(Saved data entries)
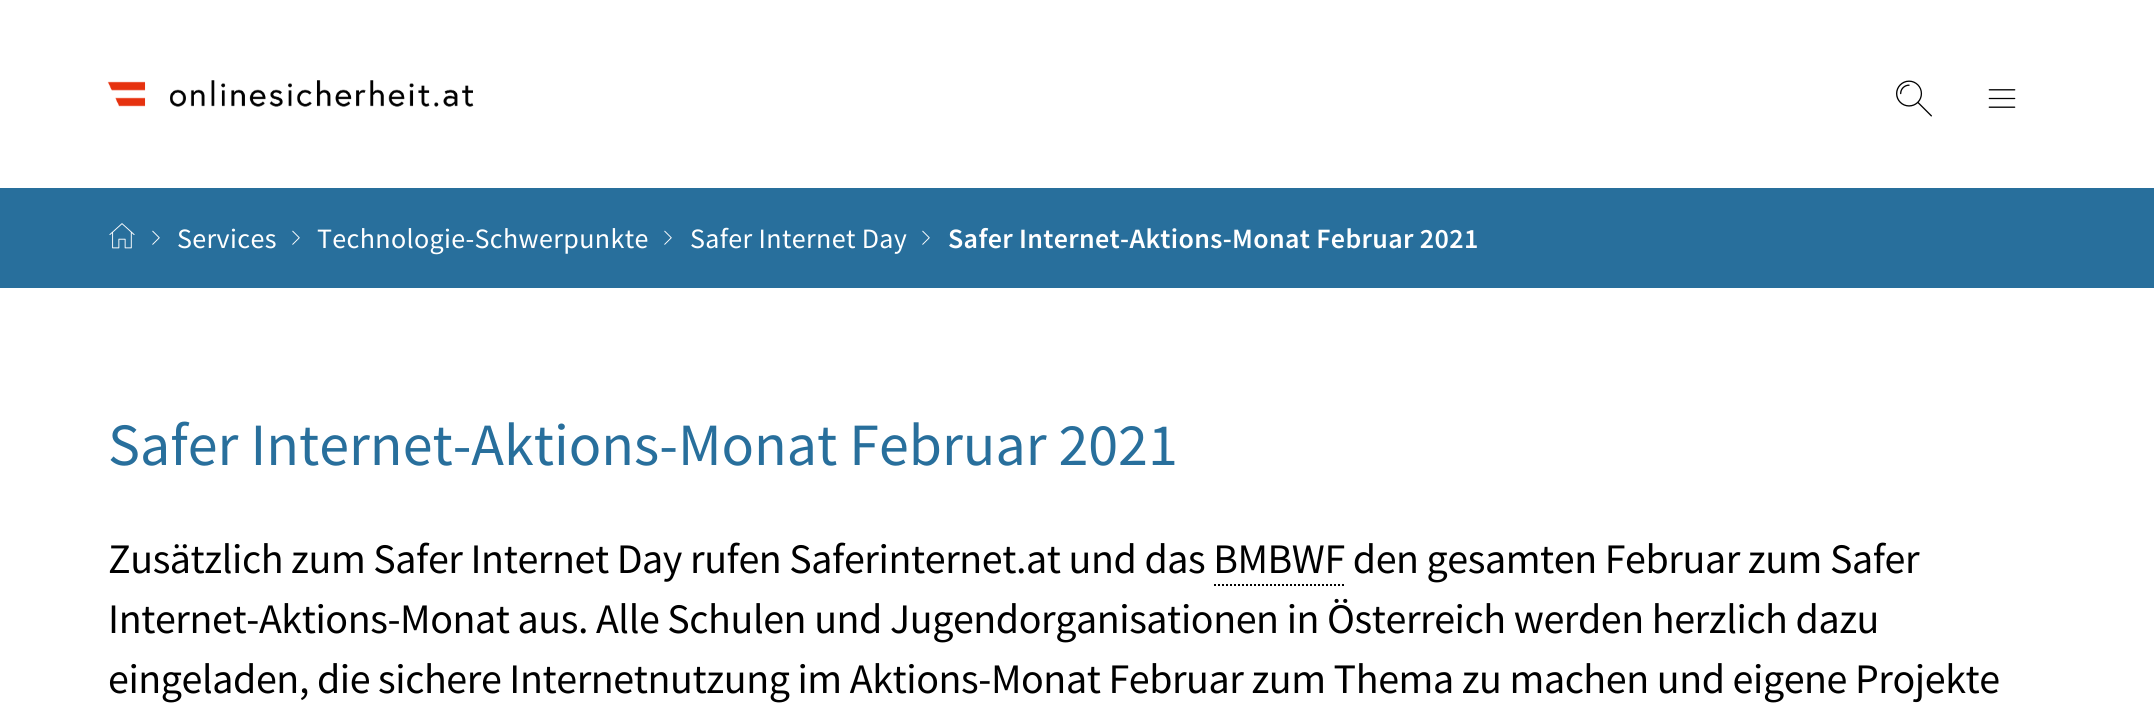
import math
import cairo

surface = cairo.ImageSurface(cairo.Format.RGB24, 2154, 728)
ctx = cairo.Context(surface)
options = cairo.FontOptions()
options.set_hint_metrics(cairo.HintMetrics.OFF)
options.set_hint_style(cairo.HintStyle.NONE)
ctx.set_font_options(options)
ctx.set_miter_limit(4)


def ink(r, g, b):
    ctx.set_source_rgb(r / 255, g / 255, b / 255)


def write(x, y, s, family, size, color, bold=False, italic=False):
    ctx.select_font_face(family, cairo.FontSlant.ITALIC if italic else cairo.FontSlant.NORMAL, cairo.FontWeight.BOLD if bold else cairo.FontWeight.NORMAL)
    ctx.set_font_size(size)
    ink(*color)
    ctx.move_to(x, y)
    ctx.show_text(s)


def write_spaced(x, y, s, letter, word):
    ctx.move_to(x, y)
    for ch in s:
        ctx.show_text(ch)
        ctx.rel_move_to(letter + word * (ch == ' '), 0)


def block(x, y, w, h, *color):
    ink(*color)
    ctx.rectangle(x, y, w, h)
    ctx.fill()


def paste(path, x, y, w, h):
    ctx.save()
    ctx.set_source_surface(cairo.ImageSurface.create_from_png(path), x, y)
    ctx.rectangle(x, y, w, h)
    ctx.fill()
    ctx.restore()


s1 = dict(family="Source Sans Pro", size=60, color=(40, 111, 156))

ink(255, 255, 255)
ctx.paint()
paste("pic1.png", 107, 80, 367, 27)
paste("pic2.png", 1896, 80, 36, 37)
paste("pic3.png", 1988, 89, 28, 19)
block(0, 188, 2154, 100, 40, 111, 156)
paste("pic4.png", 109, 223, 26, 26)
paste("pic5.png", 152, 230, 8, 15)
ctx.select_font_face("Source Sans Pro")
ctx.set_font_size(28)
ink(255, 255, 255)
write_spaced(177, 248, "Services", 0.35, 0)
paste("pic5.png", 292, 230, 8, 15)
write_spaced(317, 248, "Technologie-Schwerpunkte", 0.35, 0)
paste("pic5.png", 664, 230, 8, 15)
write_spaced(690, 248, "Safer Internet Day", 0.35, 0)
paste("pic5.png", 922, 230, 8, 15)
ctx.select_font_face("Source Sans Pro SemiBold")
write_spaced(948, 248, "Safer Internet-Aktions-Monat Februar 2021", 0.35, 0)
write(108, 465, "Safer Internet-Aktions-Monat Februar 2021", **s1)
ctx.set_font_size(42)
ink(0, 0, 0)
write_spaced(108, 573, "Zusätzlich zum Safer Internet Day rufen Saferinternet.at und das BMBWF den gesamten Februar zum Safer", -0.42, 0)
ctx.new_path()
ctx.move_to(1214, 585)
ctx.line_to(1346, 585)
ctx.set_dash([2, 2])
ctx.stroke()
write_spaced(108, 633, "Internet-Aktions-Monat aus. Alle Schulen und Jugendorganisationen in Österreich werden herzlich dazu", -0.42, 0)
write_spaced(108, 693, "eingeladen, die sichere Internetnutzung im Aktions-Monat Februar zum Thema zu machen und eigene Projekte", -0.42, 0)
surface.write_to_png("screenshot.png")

#### [INSTRUCTIONS TO FOLLOW]
Lines from the records above that hold "italic" are the ones to list.

#### [RESPONSE]
def write(x, y, s, family, size, color, bold=False, italic=False):
    ctx.select_font_face(family, cairo.FontSlant.ITALIC if italic else cairo.FontSlant.NORMAL, cairo.FontWeight.BOLD if bold else cairo.FontWeight.NORMAL)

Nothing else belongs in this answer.